### [DATASET RECORDS]
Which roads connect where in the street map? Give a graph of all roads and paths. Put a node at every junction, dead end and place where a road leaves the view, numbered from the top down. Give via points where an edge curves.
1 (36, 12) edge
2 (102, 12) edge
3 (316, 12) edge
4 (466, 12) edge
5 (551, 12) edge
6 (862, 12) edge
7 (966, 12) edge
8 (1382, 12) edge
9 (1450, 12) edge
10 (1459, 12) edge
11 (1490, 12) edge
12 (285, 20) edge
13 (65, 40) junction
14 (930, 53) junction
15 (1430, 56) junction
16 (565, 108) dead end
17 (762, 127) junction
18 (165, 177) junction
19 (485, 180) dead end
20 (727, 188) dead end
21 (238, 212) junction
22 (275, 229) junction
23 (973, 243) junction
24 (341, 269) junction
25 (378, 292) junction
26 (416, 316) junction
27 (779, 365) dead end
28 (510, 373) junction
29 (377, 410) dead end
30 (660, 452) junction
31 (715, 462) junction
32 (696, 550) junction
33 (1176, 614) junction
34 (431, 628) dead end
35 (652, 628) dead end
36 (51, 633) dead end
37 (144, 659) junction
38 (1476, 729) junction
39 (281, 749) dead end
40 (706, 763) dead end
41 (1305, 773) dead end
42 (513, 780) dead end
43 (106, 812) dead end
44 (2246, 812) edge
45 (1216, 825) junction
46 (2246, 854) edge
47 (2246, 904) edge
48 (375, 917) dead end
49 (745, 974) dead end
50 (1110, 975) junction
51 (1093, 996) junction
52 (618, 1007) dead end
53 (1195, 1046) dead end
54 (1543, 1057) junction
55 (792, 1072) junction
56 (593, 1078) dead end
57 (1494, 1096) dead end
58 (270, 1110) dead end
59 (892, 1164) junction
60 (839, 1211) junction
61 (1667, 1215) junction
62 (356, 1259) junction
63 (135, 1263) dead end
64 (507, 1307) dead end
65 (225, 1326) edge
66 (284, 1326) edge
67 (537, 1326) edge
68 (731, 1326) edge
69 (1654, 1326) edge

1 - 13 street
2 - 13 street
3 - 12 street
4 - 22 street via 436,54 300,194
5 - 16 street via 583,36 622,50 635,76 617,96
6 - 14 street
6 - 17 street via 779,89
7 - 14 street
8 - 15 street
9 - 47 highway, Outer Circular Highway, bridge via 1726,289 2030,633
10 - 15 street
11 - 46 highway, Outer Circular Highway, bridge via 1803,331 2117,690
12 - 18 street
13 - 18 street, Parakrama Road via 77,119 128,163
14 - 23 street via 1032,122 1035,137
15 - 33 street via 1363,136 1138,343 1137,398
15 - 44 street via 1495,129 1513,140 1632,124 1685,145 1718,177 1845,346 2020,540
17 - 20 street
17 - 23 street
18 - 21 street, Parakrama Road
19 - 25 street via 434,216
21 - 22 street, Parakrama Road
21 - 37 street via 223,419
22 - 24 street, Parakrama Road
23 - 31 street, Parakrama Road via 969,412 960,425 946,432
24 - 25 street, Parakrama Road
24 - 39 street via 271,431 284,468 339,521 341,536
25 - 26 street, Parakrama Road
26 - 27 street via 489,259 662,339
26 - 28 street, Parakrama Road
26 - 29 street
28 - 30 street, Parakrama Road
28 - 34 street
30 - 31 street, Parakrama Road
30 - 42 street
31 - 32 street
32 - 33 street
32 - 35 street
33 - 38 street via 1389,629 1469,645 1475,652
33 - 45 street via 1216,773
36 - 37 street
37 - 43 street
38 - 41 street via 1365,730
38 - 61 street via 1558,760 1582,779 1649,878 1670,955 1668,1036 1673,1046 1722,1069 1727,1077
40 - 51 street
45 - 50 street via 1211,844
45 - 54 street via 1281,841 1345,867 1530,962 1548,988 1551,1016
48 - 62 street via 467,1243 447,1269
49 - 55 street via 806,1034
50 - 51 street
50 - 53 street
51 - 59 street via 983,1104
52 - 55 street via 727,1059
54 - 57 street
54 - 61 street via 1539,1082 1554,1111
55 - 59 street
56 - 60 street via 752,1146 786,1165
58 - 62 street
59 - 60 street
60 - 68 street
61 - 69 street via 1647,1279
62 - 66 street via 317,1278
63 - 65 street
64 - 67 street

### [YOUR OBJECTIVE]
Your answer should be one number: how many lines of the records hold "highway".

### [SOLUTION TO THE PROBLEM]
2